To make a successful claim for product liability in Ireland, it must be clearly proven that you received an injury through no fault of your own and due to a design, labelling or manufacturing error on a product on the Irish market. If these defects exist when a product is brought to market, its manufacturers can be held liable. If the product was damaged while in store before you purchased it you can claim for compensation provided you used it in the manner intended and followed all safety instructions.
To make a successful claim you must be able to show that your personal injury was due to the fault of the product, manufacturer or shop/person who sold you the product. The responsibility for proving the damage or defect falls to you so we advise speaking to one of the personal injury solicitors here at Ferrys Solicitors LLP’ Personal Injury Accident Solicitors.
What laws govern personal injury due to defective products in Ireland?
In Ireland, legislation on defective products mainly comes under the Liability for Defective Products Act (1991). Defective product legislation in Ireland and across the European Union is also largely governed by EU directives, including the Liability for Defective Products Act 1991 which was enacted to comply with the EC Directive on Product Liability 85/374/EEC.
What does defective product liability cover?
Defective product liability covers a range of products including poor design and marketing of products, defective manufacture, poorly labelled or defective pharmaceuticals and any other packaged or manufactured goods.
Inadequate information/marketing defects
Product manufacturers have a duty to inform consumers about known hazards or potential issues or side effects related to use of their product or pharmaceuticals.
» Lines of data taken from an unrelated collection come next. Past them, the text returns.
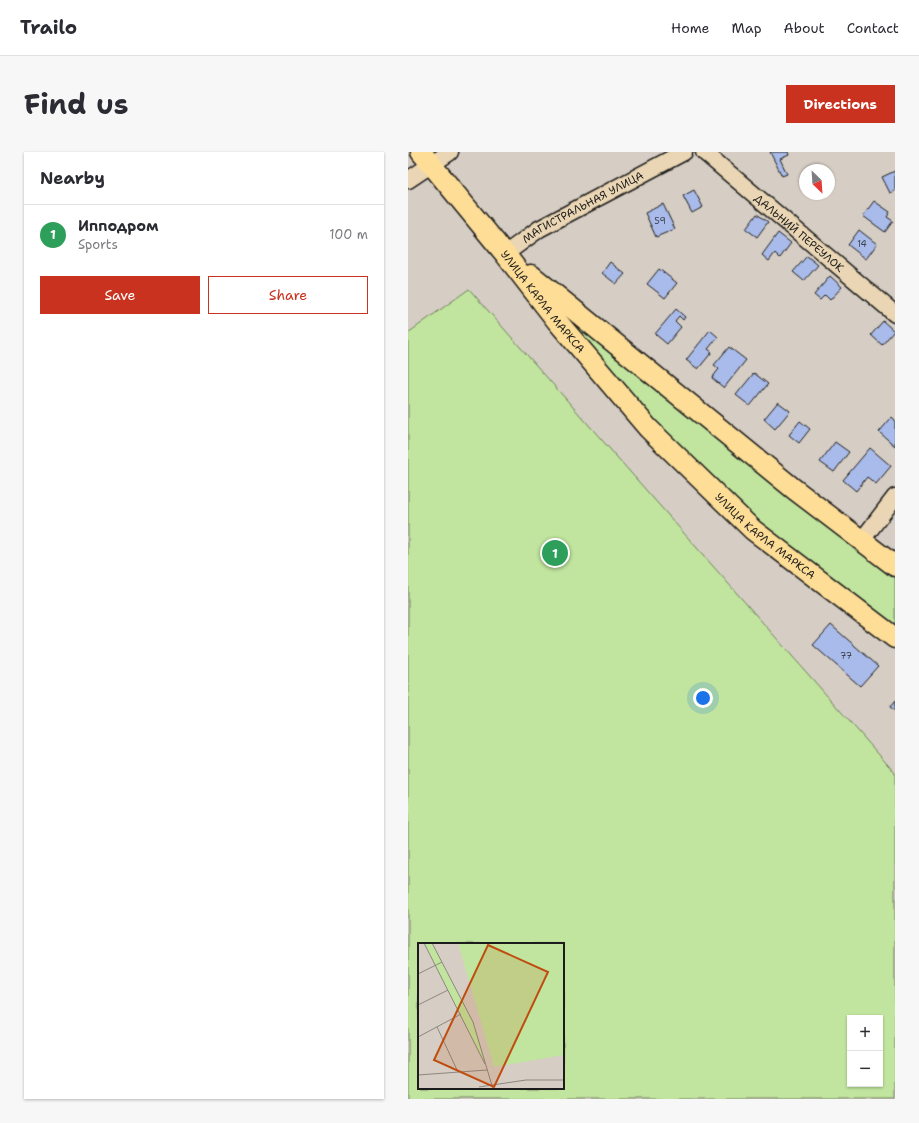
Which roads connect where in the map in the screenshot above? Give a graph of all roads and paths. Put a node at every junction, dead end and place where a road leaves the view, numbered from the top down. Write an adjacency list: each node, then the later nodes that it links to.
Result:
1 (450, 152): 4 (street)
2 (684, 152): 6 (street, МАГИСТРАЛЬНАЯ УЛИЦА)
3 (704, 152): 7 (street, ДАЛЬНИЙ ПЕРЕУЛОК)
4 (426, 158): 5 (street); 6 (main road)
5 (408, 180)
6 (505, 254): 9 (main road, УЛИЦА КАРЛА МАРКСА); 11 (main road, УЛИЦА КАРЛА МАРКСА)
7 (895, 314)
8 (895, 497): 9 (street)
9 (862, 540): 10 (main road, УЛИЦА КАРЛА МАРКСА)
10 (895, 566)
11 (895, 638)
If warning labels are not correctly placed or side-effects are not clearly stated a manufacturing can be vulnerable to claims.
A product can be defectively manufactured, for example when poor quality components, workmanship or environment are involved. This may result in a product that is not fit for purpose. Manufacturing defects often occur when a manufacturer tries to cut corners.
Defective product liability due to design defects are usually the most difficult to prove. This involves a product design being inherently flawed or dangerous, irrelevant of manufacturing quality. This can also include where risks of the product outweigh any potential benefits. For example, the side effects of a pharmaceutical being much more severe than what they were treating.